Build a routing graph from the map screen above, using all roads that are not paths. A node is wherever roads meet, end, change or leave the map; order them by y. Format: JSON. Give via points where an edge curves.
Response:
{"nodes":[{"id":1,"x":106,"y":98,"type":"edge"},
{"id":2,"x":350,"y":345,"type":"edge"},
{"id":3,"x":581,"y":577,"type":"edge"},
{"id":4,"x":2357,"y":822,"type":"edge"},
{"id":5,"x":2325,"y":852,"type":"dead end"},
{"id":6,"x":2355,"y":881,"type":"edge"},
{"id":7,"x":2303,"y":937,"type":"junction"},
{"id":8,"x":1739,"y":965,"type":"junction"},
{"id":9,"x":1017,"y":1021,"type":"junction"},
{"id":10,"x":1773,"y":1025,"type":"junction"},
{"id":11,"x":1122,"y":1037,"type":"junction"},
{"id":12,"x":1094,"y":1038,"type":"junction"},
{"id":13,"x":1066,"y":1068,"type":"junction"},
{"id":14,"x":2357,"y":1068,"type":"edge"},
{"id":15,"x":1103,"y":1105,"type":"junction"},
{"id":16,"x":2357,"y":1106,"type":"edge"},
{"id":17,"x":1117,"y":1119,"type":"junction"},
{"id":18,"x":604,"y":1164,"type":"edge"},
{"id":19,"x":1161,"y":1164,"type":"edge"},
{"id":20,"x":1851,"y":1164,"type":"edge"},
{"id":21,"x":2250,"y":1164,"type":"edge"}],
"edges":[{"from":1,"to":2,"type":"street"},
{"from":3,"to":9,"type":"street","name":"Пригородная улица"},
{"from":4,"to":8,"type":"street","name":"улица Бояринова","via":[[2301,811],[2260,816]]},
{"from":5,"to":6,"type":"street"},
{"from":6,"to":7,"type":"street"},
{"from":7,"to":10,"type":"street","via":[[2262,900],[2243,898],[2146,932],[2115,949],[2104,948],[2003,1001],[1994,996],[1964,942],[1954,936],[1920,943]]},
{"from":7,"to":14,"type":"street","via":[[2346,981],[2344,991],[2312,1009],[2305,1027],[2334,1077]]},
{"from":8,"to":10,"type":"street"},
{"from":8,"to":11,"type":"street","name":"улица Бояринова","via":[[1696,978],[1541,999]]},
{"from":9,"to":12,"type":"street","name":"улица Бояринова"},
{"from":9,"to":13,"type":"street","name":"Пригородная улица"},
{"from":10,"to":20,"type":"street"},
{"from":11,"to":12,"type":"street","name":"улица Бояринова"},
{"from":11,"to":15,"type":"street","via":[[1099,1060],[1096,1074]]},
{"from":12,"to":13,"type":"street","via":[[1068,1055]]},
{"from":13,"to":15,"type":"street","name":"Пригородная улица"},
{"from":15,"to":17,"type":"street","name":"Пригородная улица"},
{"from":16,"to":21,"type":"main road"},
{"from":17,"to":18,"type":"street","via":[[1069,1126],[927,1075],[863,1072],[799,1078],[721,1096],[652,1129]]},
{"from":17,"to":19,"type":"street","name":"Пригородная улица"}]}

•••

→ **Problem description**: Copy all records verbatim.

→ **Exercise result**:
Build a routing graph from the map screen above, using all roads that are not paths. A node is wherever roads meet, end, change or leave the map; order them by y. Format: JSON. Give via points where an edge curves.
Response:
{"nodes":[{"id":1,"x":106,"y":98,"type":"edge"},
{"id":2,"x":350,"y":345,"type":"edge"},
{"id":3,"x":581,"y":577,"type":"edge"},
{"id":4,"x":2357,"y":822,"type":"edge"},
{"id":5,"x":2325,"y":852,"type":"dead end"},
{"id":6,"x":2355,"y":881,"type":"edge"},
{"id":7,"x":2303,"y":937,"type":"junction"},
{"id":8,"x":1739,"y":965,"type":"junction"},
{"id":9,"x":1017,"y":1021,"type":"junction"},
{"id":10,"x":1773,"y":1025,"type":"junction"},
{"id":11,"x":1122,"y":1037,"type":"junction"},
{"id":12,"x":1094,"y":1038,"type":"junction"},
{"id":13,"x":1066,"y":1068,"type":"junction"},
{"id":14,"x":2357,"y":1068,"type":"edge"},
{"id":15,"x":1103,"y":1105,"type":"junction"},
{"id":16,"x":2357,"y":1106,"type":"edge"},
{"id":17,"x":1117,"y":1119,"type":"junction"},
{"id":18,"x":604,"y":1164,"type":"edge"},
{"id":19,"x":1161,"y":1164,"type":"edge"},
{"id":20,"x":1851,"y":1164,"type":"edge"},
{"id":21,"x":2250,"y":1164,"type":"edge"}],
"edges":[{"from":1,"to":2,"type":"street"},
{"from":3,"to":9,"type":"street","name":"Пригородная улица"},
{"from":4,"to":8,"type":"street","name":"улица Бояринова","via":[[2301,811],[2260,816]]},
{"from":5,"to":6,"type":"street"},
{"from":6,"to":7,"type":"street"},
{"from":7,"to":10,"type":"street","via":[[2262,900],[2243,898],[2146,932],[2115,949],[2104,948],[2003,1001],[1994,996],[1964,942],[1954,936],[1920,943]]},
{"from":7,"to":14,"type":"street","via":[[2346,981],[2344,991],[2312,1009],[2305,1027],[2334,1077]]},
{"from":8,"to":10,"type":"street"},
{"from":8,"to":11,"type":"street","name":"улица Бояринова","via":[[1696,978],[1541,999]]},
{"from":9,"to":12,"type":"street","name":"улица Бояринова"},
{"from":9,"to":13,"type":"street","name":"Пригородная улица"},
{"from":10,"to":20,"type":"street"},
{"from":11,"to":12,"type":"street","name":"улица Бояринова"},
{"from":11,"to":15,"type":"street","via":[[1099,1060],[1096,1074]]},
{"from":12,"to":13,"type":"street","via":[[1068,1055]]},
{"from":13,"to":15,"type":"street","name":"Пригородная улица"},
{"from":15,"to":17,"type":"street","name":"Пригородная улица"},
{"from":16,"to":21,"type":"main road"},
{"from":17,"to":18,"type":"street","via":[[1069,1126],[927,1075],[863,1072],[799,1078],[721,1096],[652,1129]]},
{"from":17,"to":19,"type":"street","name":"Пригородная улица"}]}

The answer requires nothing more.